VIENNA: A fresh round of international talks aimed at resolving the ongoing crisis in Syria has started in the Austrian capital city of Vienna, with representatives from the Iran attending the conference.
Apart from the Iran, the United States, Turkey and Saudi Arabia, representatives from at least 12 other countries are also attending the talks. Those states are France, Germany, Egypt, Russia, Jordan, the UK, Qatar, the United Arab Emirates (UAE), Iraq, Lebanon, China and Oman.
Envoys from the United Nations (UN) and the European Union (EU) are also present at the talks.
Previous talks on Syria, mediated by the UN and dubbed Geneva I and II, failed to find a solution to end the conflict in the Arab country. Iran had not been invited to any of the talks.

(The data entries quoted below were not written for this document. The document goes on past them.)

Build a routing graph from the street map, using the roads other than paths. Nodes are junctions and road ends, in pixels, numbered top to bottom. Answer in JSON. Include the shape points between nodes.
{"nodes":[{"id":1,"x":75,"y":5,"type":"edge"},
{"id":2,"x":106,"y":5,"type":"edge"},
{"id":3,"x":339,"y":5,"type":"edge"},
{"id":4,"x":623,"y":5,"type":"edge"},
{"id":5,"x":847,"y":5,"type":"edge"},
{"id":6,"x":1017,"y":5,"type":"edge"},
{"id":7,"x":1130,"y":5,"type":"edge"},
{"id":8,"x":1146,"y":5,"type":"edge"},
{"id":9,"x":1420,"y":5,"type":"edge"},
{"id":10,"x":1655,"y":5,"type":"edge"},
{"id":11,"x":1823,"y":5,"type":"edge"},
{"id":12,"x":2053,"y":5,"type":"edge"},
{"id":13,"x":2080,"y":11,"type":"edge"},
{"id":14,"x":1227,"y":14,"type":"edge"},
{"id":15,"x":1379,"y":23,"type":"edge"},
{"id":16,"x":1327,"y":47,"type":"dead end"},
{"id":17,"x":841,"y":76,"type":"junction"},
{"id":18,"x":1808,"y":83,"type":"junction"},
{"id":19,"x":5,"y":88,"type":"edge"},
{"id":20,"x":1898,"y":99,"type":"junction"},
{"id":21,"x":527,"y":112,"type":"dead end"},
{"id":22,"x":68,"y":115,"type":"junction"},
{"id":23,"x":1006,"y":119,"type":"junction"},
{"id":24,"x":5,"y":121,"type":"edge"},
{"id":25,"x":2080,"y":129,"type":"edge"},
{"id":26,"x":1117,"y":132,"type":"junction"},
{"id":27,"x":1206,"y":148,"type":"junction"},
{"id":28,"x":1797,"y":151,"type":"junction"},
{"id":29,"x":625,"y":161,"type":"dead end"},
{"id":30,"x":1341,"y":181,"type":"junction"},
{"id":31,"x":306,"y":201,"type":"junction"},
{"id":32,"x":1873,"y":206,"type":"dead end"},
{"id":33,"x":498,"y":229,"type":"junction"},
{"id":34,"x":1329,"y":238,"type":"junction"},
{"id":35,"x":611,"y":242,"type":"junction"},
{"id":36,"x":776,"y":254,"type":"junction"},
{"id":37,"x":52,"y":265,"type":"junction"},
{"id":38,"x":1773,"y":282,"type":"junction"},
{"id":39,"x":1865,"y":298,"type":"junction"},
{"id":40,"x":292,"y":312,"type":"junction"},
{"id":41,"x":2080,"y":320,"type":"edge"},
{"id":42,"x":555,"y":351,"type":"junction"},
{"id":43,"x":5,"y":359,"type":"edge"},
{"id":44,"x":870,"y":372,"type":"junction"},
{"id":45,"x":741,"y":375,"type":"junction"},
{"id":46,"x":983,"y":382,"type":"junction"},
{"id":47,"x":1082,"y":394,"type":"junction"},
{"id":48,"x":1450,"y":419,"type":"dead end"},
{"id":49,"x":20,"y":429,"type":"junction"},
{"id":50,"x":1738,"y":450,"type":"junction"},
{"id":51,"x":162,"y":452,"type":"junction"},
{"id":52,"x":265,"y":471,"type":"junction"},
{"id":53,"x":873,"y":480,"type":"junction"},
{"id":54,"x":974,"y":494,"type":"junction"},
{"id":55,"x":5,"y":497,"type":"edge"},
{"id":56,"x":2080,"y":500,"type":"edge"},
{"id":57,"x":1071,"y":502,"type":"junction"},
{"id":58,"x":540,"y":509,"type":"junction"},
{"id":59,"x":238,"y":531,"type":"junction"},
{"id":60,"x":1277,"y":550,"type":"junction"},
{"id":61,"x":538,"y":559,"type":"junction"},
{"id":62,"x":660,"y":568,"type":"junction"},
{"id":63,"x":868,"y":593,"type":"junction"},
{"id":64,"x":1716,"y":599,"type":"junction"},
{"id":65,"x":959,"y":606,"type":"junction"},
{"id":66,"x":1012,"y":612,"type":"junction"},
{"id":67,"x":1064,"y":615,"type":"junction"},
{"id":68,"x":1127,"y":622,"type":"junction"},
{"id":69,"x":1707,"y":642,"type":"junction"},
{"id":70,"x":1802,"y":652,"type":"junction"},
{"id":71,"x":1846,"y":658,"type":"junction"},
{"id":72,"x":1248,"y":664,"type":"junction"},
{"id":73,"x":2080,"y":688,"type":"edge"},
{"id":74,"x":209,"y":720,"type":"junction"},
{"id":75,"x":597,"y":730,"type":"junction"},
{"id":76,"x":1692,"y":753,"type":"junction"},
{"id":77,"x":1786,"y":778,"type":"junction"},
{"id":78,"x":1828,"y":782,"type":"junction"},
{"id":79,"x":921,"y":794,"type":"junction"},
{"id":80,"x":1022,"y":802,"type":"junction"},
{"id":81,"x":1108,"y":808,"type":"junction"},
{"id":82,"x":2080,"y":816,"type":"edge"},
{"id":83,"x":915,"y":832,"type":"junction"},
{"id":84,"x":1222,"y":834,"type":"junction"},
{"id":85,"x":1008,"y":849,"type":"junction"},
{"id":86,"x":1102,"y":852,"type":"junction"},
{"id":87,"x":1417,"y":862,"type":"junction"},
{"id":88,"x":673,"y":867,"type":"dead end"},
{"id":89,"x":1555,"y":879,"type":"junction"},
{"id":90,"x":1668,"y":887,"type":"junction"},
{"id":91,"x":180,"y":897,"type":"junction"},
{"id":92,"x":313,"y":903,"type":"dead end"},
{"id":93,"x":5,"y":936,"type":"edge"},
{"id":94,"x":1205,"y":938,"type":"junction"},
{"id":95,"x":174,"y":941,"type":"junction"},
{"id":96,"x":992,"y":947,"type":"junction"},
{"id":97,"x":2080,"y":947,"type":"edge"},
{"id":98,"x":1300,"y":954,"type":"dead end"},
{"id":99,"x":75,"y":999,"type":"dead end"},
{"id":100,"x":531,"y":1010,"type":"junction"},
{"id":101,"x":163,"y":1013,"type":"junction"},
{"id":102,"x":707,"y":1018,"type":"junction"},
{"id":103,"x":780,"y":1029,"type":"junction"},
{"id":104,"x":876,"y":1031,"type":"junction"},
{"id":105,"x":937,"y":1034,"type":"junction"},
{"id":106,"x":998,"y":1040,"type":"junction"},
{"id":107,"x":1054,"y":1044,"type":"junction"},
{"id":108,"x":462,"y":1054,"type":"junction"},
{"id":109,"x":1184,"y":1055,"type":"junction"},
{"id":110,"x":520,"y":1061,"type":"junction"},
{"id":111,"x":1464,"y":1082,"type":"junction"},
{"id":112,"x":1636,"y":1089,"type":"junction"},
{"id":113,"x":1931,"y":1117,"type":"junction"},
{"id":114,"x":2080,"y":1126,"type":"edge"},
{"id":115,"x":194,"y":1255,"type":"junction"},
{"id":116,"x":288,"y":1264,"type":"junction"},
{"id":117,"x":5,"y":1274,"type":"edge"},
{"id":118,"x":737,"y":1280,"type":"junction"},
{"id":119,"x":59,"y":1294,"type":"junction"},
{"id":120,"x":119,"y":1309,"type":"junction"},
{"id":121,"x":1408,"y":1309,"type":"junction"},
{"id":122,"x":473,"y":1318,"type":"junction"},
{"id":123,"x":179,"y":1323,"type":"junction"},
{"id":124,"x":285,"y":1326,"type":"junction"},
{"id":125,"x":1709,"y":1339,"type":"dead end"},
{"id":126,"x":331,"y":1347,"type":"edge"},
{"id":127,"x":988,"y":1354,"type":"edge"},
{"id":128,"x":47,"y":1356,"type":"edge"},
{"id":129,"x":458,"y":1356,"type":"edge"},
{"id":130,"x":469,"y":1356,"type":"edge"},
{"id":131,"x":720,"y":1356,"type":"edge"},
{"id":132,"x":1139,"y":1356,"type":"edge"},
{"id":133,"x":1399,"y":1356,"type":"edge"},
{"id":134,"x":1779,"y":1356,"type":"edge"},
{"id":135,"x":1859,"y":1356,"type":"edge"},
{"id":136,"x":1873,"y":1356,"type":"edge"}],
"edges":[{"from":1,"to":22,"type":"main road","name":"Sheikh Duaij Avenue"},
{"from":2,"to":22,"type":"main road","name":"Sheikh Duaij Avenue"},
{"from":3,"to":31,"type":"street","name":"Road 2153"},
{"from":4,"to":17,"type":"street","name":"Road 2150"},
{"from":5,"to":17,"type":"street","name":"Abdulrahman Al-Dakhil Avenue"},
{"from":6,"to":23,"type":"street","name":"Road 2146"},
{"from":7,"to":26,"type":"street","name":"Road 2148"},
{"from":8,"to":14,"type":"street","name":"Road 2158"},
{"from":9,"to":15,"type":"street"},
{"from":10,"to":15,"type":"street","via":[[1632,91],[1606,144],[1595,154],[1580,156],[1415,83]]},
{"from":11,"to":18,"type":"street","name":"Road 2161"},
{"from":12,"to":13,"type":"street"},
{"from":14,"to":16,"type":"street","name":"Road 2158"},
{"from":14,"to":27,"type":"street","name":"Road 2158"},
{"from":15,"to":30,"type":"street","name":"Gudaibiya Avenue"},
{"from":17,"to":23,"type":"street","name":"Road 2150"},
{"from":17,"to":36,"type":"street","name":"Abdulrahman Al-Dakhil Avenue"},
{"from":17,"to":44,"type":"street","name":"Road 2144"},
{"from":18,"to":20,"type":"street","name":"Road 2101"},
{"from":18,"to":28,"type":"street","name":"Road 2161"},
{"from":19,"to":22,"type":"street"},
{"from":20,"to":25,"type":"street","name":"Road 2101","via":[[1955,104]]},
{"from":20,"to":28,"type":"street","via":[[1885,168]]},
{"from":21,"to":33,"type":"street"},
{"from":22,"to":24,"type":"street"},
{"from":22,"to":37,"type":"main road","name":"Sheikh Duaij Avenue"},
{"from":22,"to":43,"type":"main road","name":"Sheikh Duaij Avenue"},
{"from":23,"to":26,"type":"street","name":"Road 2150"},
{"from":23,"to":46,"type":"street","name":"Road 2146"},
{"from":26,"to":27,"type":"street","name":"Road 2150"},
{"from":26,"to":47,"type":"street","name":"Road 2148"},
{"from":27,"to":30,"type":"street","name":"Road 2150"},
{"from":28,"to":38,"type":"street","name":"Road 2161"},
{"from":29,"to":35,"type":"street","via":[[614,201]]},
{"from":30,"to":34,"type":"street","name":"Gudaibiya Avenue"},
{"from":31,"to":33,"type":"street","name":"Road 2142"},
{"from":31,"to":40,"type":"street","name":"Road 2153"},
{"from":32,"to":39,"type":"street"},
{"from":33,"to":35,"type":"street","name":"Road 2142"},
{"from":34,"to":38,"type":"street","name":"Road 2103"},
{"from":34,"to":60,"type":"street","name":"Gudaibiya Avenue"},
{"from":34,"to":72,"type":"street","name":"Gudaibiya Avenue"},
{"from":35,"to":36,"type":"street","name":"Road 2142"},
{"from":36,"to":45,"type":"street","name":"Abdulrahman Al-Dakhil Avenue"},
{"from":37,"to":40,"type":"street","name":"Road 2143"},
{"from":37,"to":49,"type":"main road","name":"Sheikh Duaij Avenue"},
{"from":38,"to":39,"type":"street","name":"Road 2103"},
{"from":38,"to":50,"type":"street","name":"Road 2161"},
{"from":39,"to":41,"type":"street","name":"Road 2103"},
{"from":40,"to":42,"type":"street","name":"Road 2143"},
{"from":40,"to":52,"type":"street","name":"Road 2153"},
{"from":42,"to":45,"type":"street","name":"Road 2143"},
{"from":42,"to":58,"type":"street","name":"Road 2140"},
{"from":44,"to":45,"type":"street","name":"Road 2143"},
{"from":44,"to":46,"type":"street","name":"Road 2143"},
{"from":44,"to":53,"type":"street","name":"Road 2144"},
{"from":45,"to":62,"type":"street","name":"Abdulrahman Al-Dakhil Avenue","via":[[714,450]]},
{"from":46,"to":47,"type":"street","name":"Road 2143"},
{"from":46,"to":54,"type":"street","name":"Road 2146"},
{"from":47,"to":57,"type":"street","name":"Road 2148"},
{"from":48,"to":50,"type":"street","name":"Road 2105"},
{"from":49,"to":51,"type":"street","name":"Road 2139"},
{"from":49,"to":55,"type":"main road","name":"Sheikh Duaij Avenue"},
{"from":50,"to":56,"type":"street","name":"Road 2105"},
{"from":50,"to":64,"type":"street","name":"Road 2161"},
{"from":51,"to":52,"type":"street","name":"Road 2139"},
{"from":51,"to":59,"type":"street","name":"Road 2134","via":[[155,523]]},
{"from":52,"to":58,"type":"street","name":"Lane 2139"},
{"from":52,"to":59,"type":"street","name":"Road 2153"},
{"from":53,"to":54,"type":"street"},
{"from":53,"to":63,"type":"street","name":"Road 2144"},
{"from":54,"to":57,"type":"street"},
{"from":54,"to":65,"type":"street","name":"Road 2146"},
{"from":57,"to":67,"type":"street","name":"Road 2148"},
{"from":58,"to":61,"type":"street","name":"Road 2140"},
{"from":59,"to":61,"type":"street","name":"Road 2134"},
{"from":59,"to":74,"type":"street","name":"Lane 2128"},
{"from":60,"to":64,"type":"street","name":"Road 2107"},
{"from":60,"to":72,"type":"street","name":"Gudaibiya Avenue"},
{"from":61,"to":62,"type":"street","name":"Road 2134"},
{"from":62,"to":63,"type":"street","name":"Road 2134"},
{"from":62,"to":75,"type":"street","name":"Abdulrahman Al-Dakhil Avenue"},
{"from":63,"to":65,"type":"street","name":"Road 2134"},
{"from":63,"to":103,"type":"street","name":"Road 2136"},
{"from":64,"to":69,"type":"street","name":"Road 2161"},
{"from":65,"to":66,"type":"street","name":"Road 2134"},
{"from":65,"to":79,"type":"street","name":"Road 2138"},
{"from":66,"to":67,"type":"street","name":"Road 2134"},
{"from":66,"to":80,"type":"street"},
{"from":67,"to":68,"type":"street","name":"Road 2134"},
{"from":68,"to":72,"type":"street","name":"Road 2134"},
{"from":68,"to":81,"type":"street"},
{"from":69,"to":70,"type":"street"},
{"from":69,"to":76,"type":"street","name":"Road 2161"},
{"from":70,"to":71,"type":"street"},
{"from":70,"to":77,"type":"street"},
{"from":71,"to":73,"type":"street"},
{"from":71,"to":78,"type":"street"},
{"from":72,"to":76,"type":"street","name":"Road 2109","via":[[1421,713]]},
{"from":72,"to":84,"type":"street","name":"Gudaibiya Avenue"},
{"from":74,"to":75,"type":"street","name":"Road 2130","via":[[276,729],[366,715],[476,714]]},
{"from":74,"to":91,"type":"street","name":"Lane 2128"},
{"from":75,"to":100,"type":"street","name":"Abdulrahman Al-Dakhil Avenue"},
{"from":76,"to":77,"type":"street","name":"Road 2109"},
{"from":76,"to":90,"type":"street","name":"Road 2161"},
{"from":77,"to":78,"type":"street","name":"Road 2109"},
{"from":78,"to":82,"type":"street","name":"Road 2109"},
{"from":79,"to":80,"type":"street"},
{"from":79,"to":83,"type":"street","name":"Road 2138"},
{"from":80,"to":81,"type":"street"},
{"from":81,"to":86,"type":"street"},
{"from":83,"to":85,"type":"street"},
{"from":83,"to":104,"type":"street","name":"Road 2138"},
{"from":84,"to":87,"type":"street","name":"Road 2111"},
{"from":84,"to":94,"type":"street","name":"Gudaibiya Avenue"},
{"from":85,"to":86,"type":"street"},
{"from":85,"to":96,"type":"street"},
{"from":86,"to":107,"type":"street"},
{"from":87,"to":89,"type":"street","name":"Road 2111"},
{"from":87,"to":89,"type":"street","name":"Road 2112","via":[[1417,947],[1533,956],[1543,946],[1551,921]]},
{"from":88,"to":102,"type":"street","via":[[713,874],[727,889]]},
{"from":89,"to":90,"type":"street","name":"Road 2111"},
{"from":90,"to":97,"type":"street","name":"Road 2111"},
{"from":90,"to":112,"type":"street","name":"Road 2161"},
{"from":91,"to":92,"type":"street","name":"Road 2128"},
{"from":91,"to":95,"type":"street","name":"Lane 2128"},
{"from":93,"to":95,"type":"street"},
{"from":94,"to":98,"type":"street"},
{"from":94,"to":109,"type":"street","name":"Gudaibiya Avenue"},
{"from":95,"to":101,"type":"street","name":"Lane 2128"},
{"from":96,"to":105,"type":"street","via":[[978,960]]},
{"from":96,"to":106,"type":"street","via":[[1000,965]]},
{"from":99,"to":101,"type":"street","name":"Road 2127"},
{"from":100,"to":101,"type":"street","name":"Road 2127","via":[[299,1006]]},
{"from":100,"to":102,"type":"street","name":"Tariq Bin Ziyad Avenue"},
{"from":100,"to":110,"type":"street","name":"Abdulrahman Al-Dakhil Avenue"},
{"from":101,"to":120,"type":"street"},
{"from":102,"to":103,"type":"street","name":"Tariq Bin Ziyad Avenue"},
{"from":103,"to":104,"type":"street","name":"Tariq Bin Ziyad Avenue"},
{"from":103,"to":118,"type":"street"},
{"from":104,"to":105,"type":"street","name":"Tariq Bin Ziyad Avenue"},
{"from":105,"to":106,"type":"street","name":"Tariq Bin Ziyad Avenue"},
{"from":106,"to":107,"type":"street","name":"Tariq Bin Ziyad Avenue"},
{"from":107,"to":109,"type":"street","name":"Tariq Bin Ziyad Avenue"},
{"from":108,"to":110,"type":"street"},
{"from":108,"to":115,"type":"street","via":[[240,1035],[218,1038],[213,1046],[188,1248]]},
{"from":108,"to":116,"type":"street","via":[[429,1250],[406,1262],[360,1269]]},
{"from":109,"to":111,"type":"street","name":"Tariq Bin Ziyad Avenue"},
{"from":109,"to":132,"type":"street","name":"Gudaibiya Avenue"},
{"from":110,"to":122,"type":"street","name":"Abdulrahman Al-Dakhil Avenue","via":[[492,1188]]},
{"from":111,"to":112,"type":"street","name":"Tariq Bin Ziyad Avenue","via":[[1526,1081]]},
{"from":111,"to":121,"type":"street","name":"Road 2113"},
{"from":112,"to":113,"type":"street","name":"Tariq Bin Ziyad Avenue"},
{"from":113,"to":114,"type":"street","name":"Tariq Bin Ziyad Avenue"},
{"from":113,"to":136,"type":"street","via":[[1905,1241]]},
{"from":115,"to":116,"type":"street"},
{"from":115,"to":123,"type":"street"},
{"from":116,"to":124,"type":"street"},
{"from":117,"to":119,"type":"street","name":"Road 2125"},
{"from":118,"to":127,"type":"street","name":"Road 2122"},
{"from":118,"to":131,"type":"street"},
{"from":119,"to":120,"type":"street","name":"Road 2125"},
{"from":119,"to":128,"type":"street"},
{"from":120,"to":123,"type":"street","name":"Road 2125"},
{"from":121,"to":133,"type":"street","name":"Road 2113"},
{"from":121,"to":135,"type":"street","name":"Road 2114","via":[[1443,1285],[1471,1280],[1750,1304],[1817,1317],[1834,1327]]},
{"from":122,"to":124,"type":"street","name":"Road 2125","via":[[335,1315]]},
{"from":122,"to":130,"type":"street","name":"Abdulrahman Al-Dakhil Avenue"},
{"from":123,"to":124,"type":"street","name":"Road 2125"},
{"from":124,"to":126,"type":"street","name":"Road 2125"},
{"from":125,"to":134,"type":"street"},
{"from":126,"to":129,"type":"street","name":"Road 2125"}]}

The two conferences ended in failure after the West backed opposition figures in the talks refused to discuss widespread terrorism in the country and persisted in demanding the ouster of Syrian President Bashar al-Assad as a precondition.
The conflict in Syria, which flared in March 2011, has claimed the lives of more than 250,000 people and left over one million injured, according to UN.
The world body says 12.2 million people, including more than 5.6 million children, remain in need of humanitarian assistance.
The foreign-sponsored militancy has displaced 7.6 million people.
Not too hopeful about the Syria talks
Middle East expert, Richard Silverstein Friday described the Vienna talks on the Syrian crisis a hopeful sign, especially in the wake of the ongoing influx of Syrian refugees into Europe.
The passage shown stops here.